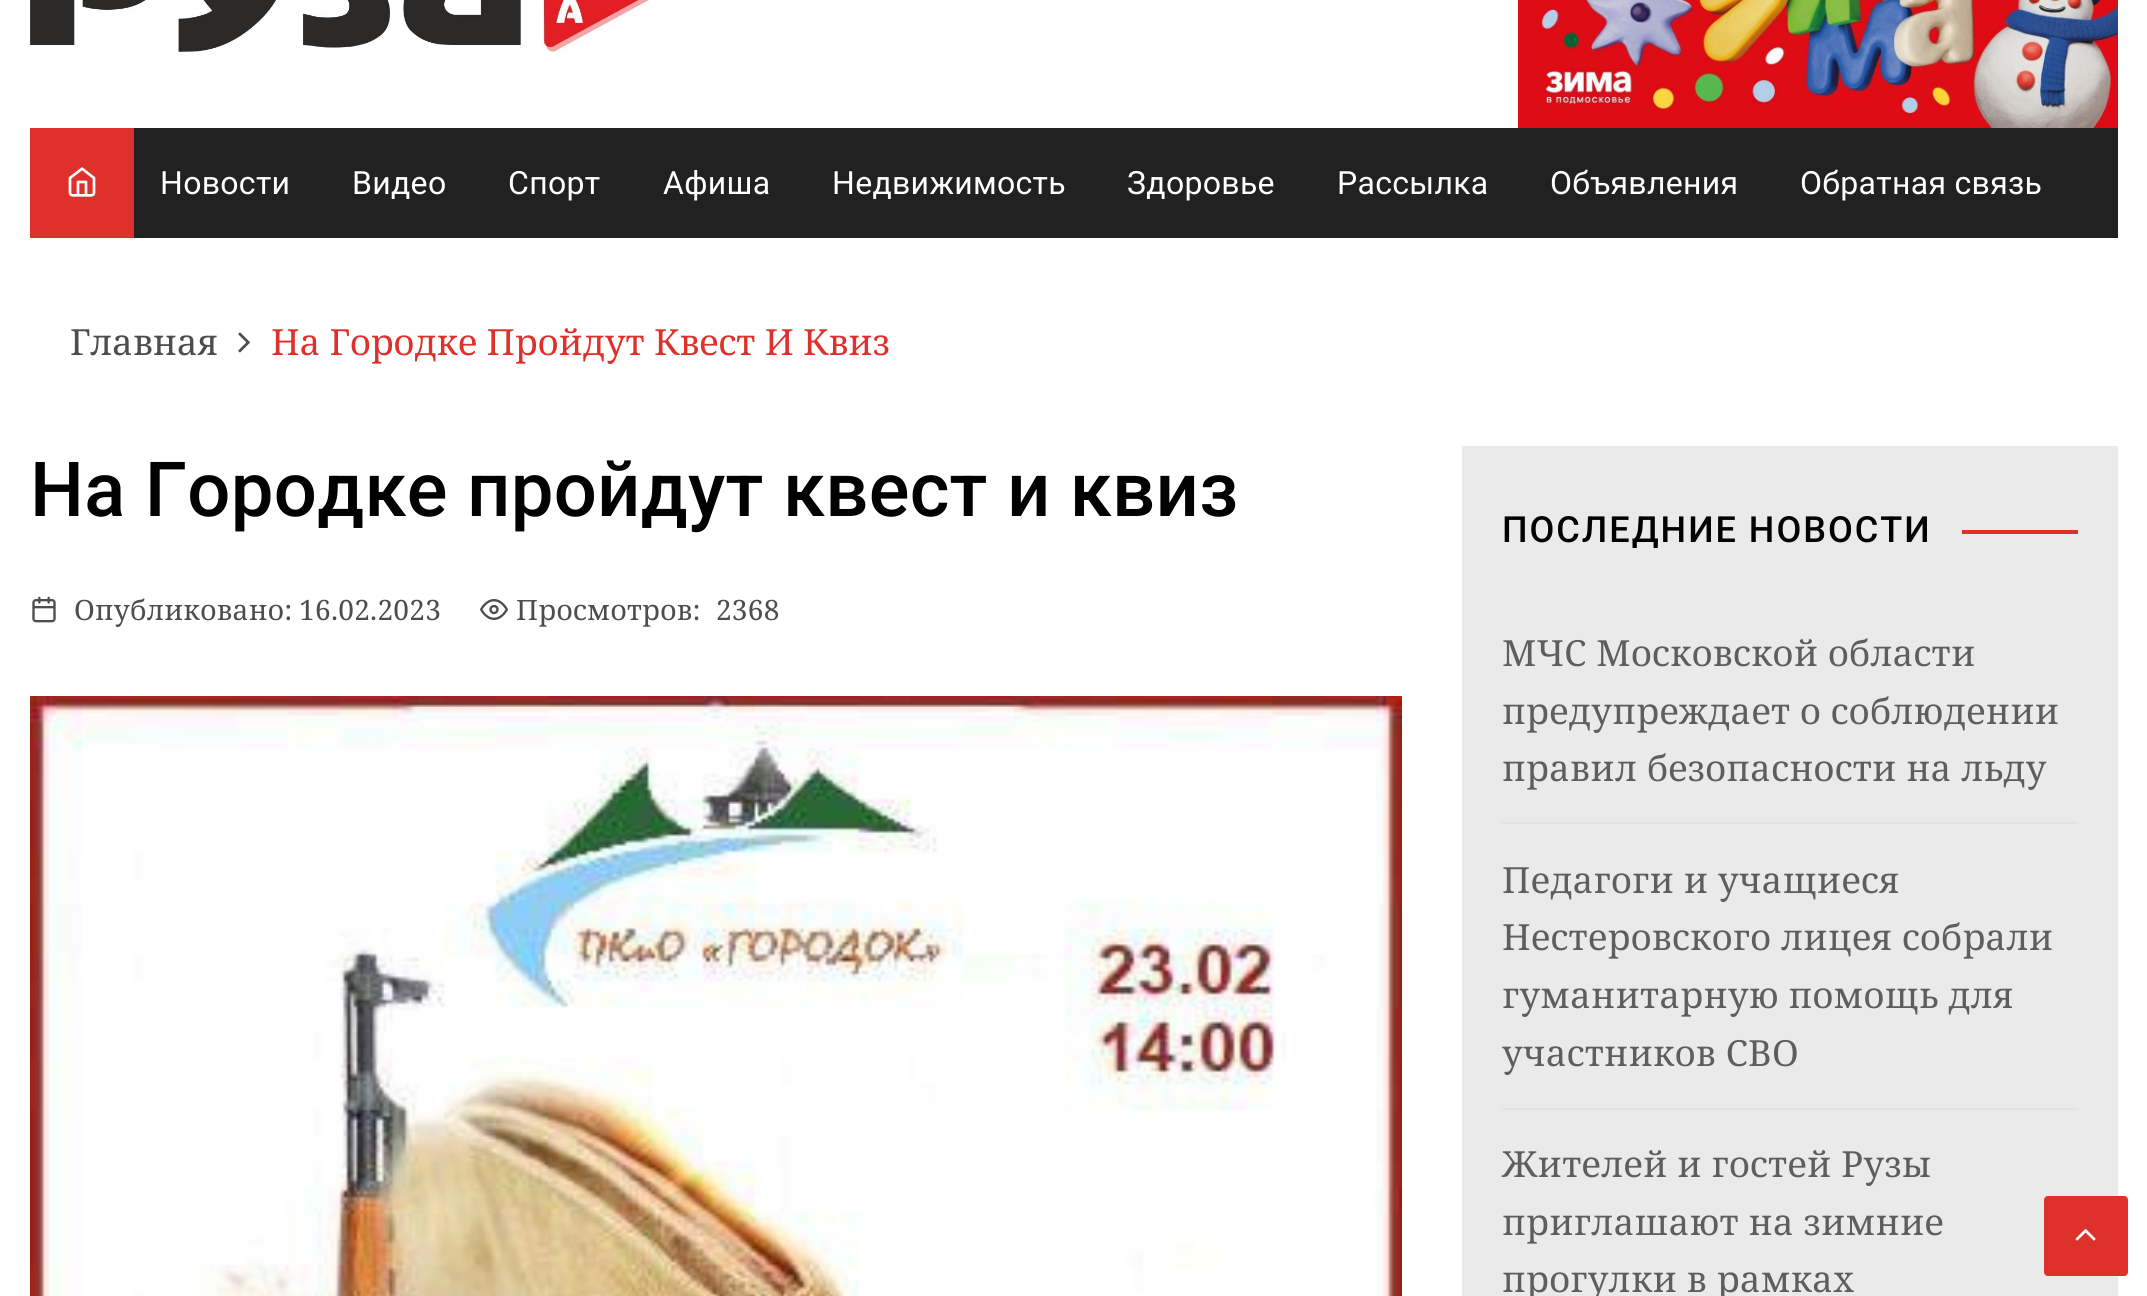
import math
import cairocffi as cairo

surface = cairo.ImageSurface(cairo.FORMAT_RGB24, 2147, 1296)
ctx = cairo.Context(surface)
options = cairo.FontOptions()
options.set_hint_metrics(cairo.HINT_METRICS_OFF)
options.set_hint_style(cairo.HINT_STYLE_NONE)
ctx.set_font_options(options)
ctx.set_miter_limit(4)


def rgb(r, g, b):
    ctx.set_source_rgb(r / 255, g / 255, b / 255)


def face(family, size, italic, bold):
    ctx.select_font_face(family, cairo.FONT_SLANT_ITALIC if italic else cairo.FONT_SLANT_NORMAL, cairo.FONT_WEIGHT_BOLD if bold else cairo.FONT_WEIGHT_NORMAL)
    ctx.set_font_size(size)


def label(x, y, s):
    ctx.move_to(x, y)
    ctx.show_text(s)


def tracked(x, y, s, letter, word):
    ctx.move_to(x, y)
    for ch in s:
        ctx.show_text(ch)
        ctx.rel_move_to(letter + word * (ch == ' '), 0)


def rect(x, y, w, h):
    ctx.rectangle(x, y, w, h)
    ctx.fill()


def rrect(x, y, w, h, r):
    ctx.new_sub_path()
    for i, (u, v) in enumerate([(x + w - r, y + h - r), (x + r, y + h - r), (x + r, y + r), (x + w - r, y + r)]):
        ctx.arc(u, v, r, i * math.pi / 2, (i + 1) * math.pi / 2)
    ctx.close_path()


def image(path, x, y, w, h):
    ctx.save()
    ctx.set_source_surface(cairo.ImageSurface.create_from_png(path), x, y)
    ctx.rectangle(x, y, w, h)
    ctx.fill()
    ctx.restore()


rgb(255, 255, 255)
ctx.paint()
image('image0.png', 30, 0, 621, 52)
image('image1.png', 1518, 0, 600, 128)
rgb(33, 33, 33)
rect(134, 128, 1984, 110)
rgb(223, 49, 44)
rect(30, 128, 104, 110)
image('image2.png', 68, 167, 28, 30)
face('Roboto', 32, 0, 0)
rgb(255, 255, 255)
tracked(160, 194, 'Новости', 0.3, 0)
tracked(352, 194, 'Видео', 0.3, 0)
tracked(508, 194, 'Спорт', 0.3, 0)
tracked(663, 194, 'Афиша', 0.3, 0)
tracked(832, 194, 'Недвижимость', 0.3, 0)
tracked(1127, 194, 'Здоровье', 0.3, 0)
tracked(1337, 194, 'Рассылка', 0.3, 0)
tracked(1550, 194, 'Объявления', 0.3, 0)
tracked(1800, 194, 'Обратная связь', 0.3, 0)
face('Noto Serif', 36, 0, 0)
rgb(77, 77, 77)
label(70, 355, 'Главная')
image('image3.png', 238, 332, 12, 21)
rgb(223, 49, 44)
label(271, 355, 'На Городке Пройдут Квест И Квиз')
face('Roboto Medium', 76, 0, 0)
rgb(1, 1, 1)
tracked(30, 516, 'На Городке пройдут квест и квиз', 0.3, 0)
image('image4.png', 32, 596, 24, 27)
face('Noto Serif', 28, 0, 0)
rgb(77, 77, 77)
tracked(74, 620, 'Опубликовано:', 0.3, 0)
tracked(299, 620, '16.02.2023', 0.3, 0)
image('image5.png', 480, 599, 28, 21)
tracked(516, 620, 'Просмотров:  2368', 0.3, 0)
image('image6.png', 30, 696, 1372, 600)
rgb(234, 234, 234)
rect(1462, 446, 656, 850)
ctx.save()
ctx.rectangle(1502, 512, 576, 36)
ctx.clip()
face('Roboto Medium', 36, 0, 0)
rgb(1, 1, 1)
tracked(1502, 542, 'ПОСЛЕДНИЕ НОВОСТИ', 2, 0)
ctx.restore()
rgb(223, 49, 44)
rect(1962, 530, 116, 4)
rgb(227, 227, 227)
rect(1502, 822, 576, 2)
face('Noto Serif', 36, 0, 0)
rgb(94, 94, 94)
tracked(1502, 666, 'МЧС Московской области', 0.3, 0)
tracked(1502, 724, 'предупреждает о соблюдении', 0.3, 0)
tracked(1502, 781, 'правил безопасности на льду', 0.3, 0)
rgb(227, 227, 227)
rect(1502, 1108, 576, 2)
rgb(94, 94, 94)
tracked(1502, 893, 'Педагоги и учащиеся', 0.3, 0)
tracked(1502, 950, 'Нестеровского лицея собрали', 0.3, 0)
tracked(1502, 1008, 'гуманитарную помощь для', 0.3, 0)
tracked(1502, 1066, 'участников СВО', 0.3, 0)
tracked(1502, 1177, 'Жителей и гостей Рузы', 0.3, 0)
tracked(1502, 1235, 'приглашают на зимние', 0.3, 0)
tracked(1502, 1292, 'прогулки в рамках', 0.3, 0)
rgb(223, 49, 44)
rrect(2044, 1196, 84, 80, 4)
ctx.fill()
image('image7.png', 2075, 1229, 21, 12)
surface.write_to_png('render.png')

....

TASK DESCRIPTION -
Scan the entries above and copy each line where "family" occurs.

EXERCISE OUTPUT -
def face(family, size, italic, bold):
    ctx.select_font_face(family, cairo.FONT_SLANT_ITALIC if italic else cairo.FONT_SLANT_NORMAL, cairo.FONT_WEIGHT_BOLD if bold else cairo.FONT_WEIGHT_NORMAL)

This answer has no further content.